An alternative Block Translation Table implementation
BTT8 is a prototype implementation of an alternative block translation table algorithm, providing atomic sector/block access to byte-addressable persistent memory. The goal was to provide improved performance over the original BTT as implemented in the Linux kernel and libpmemblk (NVML).
As presented here, the prototype consists of:
-
BTT8-nocheck.tla, the (minimized) formal specification of the algorithm in PlusCal. The assertions and invariants needed for the model checker have been removed, (perhaps) enhancing readability.
-
btt8core.c, the core implementation of the algorithm. This file cannot be used stand-alone, it must be wrapped in another framework that provides certain low-level primitives.
-
libpmemblk.c, a partial implementation of the NVML's libpmemblk interfaces; wraps around btt8core.c.
-
btt8kdrv.c, a Linux kernel block driver; wraps around btt8core.c.
-
starve.c, a small program that can be used to measure the effects of reader starvation.
-
recoveryperf.c, a small program that can be used to measure the performance of free list recovery.
-
BTT8.tla, the full formal specification of the algorithm in PlusCal, including the constructions needed for assertion and invariant checking.
btt8core.c and its inclusion by libpmemblk.c and btt8kdrv.c may be a little unusual, but it made it very easy to take changes from testing and debugging in user land over to the kernel module.

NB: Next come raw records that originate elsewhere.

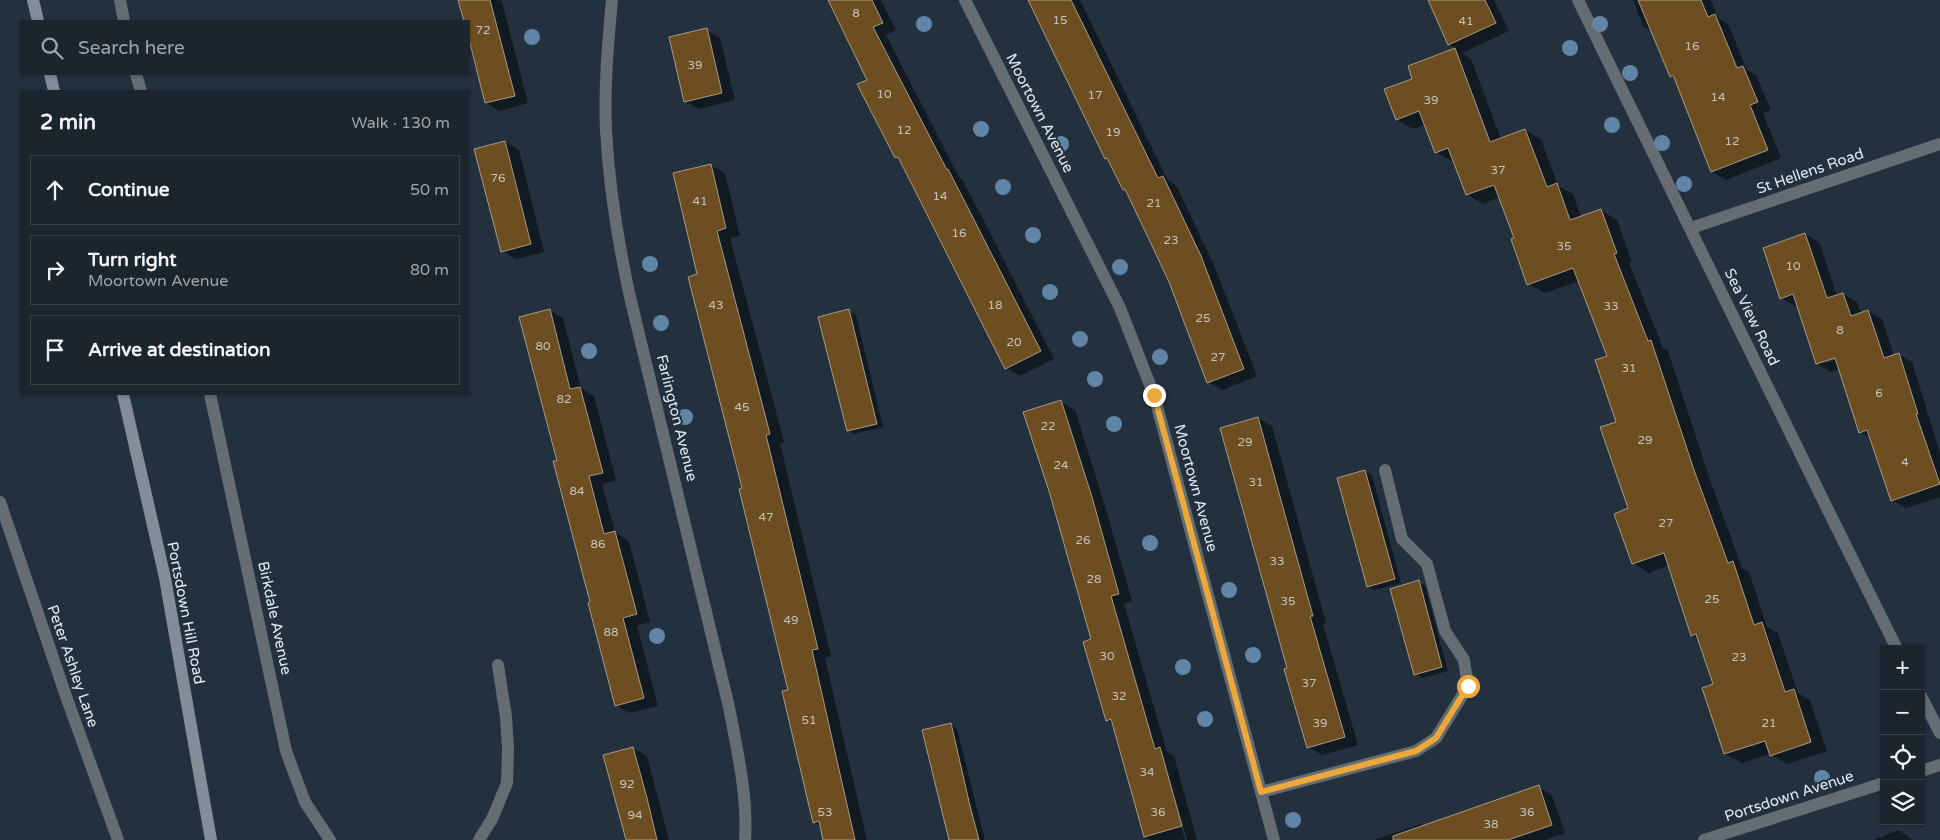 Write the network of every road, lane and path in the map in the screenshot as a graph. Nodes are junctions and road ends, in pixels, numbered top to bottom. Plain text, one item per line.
1 (33, 0) edge
2 (120, 0) edge
3 (612, 0) edge
4 (965, 0) edge
5 (1578, 0) edge
6 (38, 20) edge
7 (124, 20) edge
8 (50, 75) edge
9 (136, 75) edge
10 (54, 90) edge
11 (140, 90) edge
12 (1940, 144) edge
13 (1691, 228) junction
14 (123, 395) edge
15 (210, 395) edge
16 (1385, 470) dead end
17 (0, 502) edge
18 (1895, 645) edge
19 (498, 665) dead end
20 (1925, 704) edge
21 (1940, 733) edge
22 (1940, 765) edge
23 (1925, 770) edge
24 (1880, 784) edge
25 (1261, 792) junction
26 (118, 840) edge
27 (210, 840) edge
28 (330, 840) edge
29 (479, 840) edge
30 (745, 840) edge
31 (1274, 840) edge
32 (1704, 840) edge

1 - 6 main road
2 - 7 street
3 - 30 street, Farlington Avenue
4 - 25 street, Moortown Avenue
5 - 13 street, Sea View Road
8 - 10 main road
9 - 11 street
12 - 13 street, St Hellens Road
13 - 18 street, Sea View Road
14 - 27 main road, Portsdown Hill Road
15 - 28 street, Birkdale Avenue
16 - 25 street
17 - 26 street, Peter Ashley Lane
19 - 29 street
20 - 21 street
22 - 23 street
24 - 32 street, Portsdown Avenue
25 - 31 street, Moortown Avenue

The BTT8 libpmemblk is intended as a partial drop-in replacement for the NVML's libpmemblk (the APIs are similar, but the on-disk format is incompatible). This prototype supports the following interfaces:
- pmemblk_open()
- pmemblk_create()
- pmemblk_close()
- pmemblk_bsize()
- pmemblk_nblock()
- pmemblk_read()
- pmemblk_write()
- pmemblk_set_zero()
To build libpmemblk.so:
$ make lib
NOTE: This is my first attempt at a Linux kernel module, and I've taken some liberties. In particular (and beyond the inevitable rookie errors), I use gcc intrinsics for atomic operations, my use of sysfs would probably be considered abusive, and then there's the whole "#include btt8core.c" thing.
$ make
If not loaded already, load the driver:
# insmod ./btt8.ko
The driver offers a control point at /sys/bus/btt8/ctl. You control the driver by writing simple commands to this control point.

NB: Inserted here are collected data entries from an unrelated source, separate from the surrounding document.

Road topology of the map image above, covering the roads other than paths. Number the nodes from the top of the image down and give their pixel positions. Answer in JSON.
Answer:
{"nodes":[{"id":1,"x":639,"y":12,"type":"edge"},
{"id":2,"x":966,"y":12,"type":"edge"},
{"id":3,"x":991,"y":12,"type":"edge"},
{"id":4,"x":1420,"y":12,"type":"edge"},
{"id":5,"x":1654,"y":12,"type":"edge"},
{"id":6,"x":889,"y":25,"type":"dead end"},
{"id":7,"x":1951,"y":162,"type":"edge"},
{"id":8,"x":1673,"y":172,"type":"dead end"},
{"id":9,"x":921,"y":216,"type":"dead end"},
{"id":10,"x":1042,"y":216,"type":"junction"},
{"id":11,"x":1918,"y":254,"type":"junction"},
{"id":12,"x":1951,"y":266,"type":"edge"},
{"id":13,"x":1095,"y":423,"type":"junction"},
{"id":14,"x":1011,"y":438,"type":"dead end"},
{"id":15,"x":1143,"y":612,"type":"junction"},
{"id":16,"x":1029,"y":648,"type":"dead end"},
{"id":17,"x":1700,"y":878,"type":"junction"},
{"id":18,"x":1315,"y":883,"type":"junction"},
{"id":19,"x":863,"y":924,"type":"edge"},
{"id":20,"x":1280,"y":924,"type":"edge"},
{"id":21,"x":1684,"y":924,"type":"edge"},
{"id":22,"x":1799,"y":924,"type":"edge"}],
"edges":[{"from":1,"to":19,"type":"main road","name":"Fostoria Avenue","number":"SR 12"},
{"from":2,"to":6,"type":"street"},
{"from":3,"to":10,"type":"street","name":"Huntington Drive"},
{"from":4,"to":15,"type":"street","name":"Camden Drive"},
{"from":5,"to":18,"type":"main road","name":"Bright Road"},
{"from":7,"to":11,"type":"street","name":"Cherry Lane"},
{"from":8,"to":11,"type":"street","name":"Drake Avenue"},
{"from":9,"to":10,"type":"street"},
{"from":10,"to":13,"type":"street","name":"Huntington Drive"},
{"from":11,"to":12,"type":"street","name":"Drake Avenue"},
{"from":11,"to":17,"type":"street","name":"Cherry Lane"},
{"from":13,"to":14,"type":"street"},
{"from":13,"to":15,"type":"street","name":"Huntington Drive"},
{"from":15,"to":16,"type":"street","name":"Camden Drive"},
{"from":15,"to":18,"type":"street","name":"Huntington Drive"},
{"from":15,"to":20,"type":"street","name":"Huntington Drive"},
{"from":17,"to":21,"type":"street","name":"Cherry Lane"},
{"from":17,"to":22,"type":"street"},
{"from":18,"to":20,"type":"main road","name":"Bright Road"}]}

To format a pmem device for use with btt8:
# echo "format /dev/pmem0 4096" > /sys/bus/btt8/ctl
This will lay down the BTT8 metadata on /dev/pmem0 with a sector size of 4096 bytes.

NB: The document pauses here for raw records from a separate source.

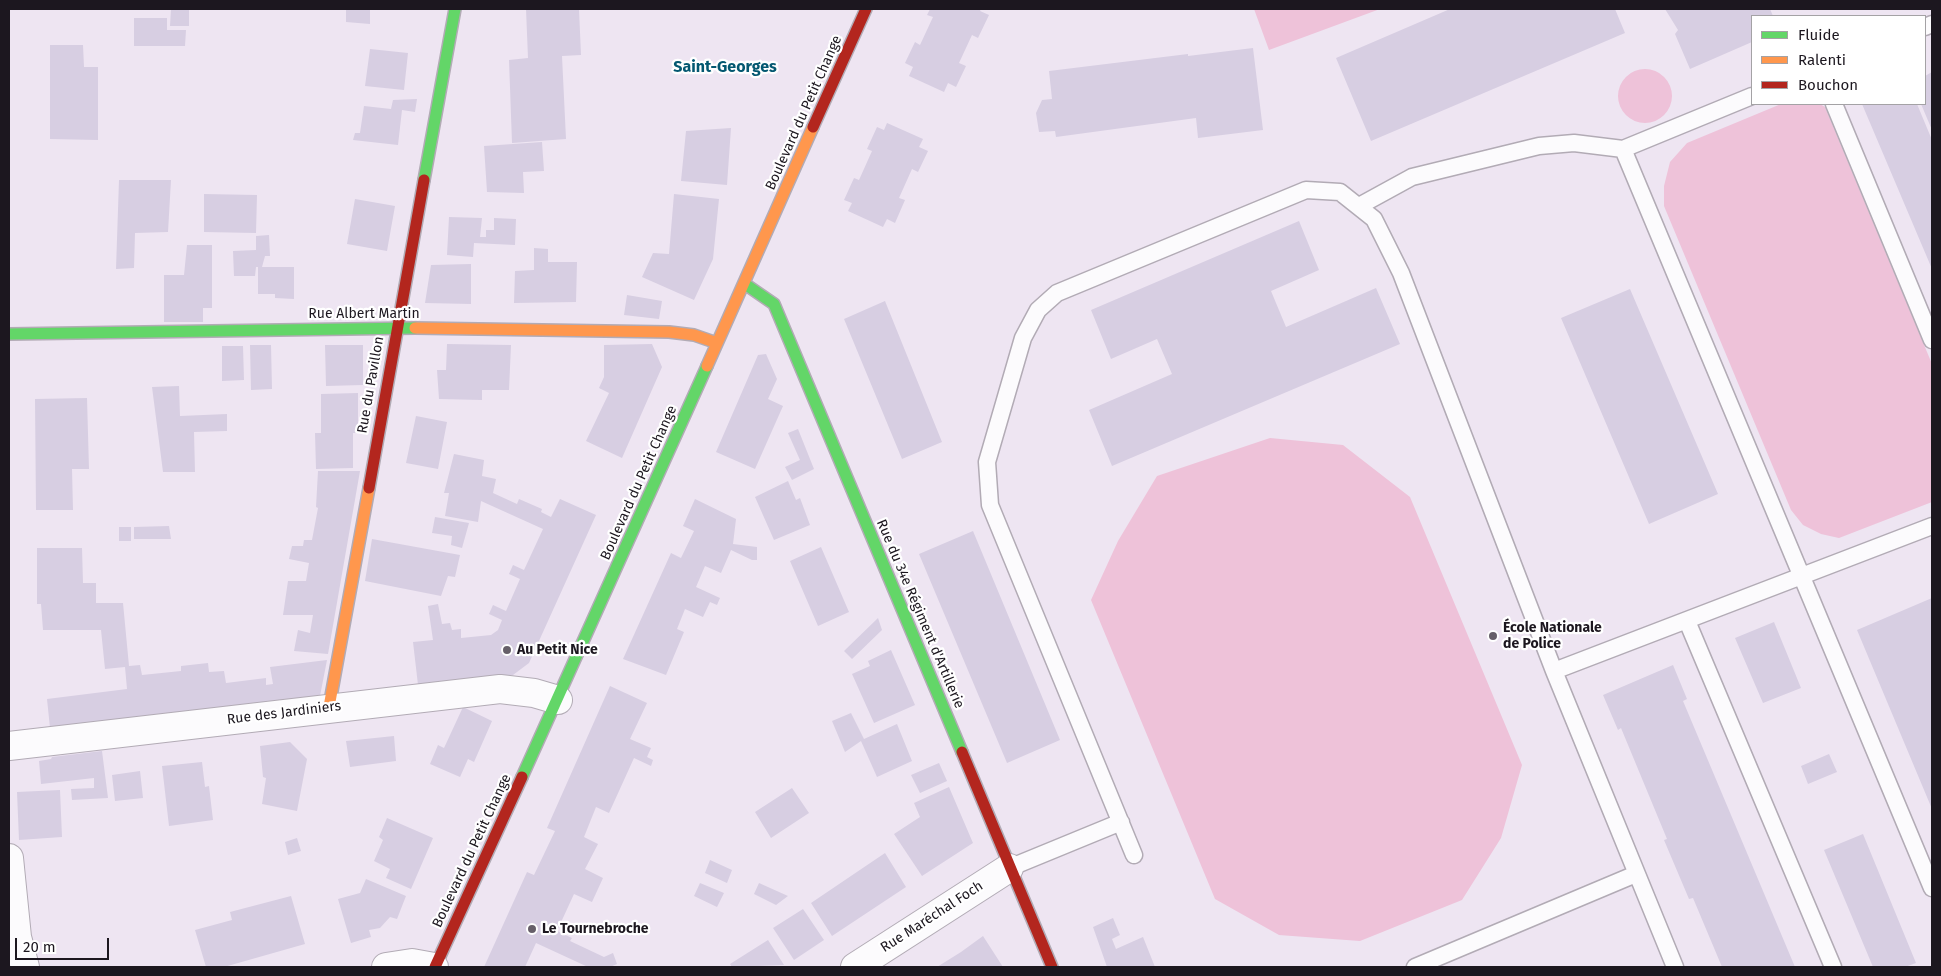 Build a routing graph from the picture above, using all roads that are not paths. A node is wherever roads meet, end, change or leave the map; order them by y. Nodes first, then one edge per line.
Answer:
1 (455, 9) edge
2 (866, 9) edge
3 (1751, 96) edge
4 (1834, 105) edge
5 (1623, 149) junction
6 (1358, 206) junction
7 (745, 284) junction
8 (396, 328) junction
9 (9, 334) edge
10 (1932, 340) edge
11 (718, 343) junction
12 (1932, 526) edge
13 (1802, 577) junction
14 (1687, 621) junction
15 (1554, 671) junction
16 (558, 700) junction
17 (329, 707) junction
18 (9, 746) edge
19 (1121, 822) junction
20 (1134, 855) dead end
21 (9, 858) edge
22 (1010, 868) junction
23 (1636, 874) junction
24 (1932, 888) edge
25 (25, 967) edge
26 (386, 967) edge
27 (434, 967) edge
28 (855, 967) edge
29 (1052, 967) edge
30 (1415, 967) edge
31 (1675, 967) edge
32 (1833, 967) edge

1 - 8 street, Rue du Pavillon
2 - 7 street, Boulevard du Petit Change
3 - 5 lane
4 - 10 lane
5 - 6 lane
5 - 13 lane
6 - 15 lane
6 - 19 lane
7 - 11 street, Boulevard du Petit Change
7 - 22 street, Rue du 34e Régiment d'Artillerie
8 - 9 street, Rue Albert Martin
8 - 11 street, Rue Albert Martin
8 - 17 street, Rue du Pavillon
11 - 16 street, Boulevard du Petit Change
12 - 13 lane
13 - 14 lane
13 - 24 lane
14 - 15 lane
14 - 32 lane
15 - 23 lane
16 - 17 street, Rue des Jardiniers
16 - 27 street, Boulevard du Petit Change
17 - 18 street, Rue des Jardiniers
19 - 20 lane
19 - 22 lane
21 - 25 street
22 - 28 street, Rue Maréchal Foch
22 - 29 street, Rue du 34e Régiment d'Artillerie
23 - 30 lane
23 - 31 lane
26 - 27 street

To attach btt8 to a pmem device, after formatting:
# echo "attach /dev/pmem0 a" > /sys/bus/btt8/ctl
This will create /dev/btt8a. Note that /dev/pmem0 will still exist in the /dev/ namespace, unlike when the BTT is bound to a pmem device. When btt8 is attached, use the /dev/btt8[a-z] device; do not use the /dev/pmemN device directly.
To detach btt8 from a pmem device:
# echo "detach a" > /sys/bus/btt8/ctl
This will remove /dev/btt8a. Metadata is left intact, so the pmem device can be re-attached.